[Keypoint text descriptions]
"""

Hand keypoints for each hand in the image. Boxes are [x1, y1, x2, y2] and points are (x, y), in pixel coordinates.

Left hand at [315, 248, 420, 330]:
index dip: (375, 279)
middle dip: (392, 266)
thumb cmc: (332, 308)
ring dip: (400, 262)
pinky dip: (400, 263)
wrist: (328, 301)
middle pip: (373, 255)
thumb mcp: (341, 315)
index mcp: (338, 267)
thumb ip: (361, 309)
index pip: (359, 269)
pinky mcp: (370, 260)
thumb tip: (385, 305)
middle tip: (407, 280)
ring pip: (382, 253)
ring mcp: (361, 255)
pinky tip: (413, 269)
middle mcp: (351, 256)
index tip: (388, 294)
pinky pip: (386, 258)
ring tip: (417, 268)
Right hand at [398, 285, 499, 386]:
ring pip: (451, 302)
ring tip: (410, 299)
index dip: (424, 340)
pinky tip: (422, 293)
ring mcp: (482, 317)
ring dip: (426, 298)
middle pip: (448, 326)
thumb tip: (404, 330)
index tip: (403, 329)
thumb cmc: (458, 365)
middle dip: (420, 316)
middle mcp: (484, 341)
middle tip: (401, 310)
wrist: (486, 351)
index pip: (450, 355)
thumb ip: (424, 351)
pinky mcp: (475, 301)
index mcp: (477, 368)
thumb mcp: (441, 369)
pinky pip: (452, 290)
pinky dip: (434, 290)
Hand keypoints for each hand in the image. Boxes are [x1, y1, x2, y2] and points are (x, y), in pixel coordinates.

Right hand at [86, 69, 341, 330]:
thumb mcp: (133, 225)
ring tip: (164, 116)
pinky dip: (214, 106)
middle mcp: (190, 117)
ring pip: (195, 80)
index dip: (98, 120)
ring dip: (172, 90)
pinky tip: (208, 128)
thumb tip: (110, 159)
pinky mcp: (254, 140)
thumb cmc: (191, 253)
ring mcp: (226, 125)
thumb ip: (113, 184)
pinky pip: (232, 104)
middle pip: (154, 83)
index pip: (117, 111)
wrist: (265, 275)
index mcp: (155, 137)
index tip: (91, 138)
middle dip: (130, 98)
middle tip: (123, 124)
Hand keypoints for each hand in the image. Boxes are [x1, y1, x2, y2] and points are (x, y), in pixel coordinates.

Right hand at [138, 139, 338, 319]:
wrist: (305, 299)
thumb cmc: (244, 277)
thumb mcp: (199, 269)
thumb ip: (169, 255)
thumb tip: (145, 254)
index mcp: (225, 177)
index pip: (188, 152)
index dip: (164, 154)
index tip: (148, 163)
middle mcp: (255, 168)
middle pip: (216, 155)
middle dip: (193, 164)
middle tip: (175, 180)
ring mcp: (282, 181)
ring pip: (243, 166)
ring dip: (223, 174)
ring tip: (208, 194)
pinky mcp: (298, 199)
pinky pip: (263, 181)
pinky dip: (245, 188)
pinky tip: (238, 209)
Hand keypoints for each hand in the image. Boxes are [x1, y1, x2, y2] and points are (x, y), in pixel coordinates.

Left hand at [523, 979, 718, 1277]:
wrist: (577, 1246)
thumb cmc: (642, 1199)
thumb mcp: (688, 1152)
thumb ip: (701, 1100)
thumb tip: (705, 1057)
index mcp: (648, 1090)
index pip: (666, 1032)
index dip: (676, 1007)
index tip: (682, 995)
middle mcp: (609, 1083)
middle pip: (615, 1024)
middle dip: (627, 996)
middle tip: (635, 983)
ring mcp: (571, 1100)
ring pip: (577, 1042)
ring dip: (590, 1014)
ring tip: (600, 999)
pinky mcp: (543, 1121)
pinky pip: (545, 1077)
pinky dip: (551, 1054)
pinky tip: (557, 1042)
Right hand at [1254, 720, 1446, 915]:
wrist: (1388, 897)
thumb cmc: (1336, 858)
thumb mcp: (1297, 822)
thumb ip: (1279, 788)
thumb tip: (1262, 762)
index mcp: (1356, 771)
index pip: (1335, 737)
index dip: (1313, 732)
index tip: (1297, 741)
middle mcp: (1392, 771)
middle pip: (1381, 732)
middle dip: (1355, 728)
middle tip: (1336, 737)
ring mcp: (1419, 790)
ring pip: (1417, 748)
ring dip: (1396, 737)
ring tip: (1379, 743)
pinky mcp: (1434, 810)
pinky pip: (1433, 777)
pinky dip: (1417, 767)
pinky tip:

"""

- **Goal of the exercise**: Lines from the one containing "wrist: (1388, 897)" to the last line above, both included: copy these exactly and write nothing else.

- **Result of this exercise**:
wrist: (1388, 897)
thumb cmc: (1336, 858)
thumb mcp: (1297, 822)
thumb ip: (1279, 788)
thumb tip: (1262, 762)
index mcp: (1356, 771)
index pip: (1335, 737)
index dip: (1313, 732)
index tip: (1297, 741)
middle mcp: (1392, 771)
middle pip: (1381, 732)
middle dip: (1355, 728)
middle tip: (1336, 737)
ring mcp: (1419, 790)
ring pip: (1417, 748)
ring dip: (1396, 737)
ring tip: (1379, 743)
pinky mcp: (1434, 810)
pinky pip: (1433, 777)
pinky dip: (1417, 767)
pinky tip:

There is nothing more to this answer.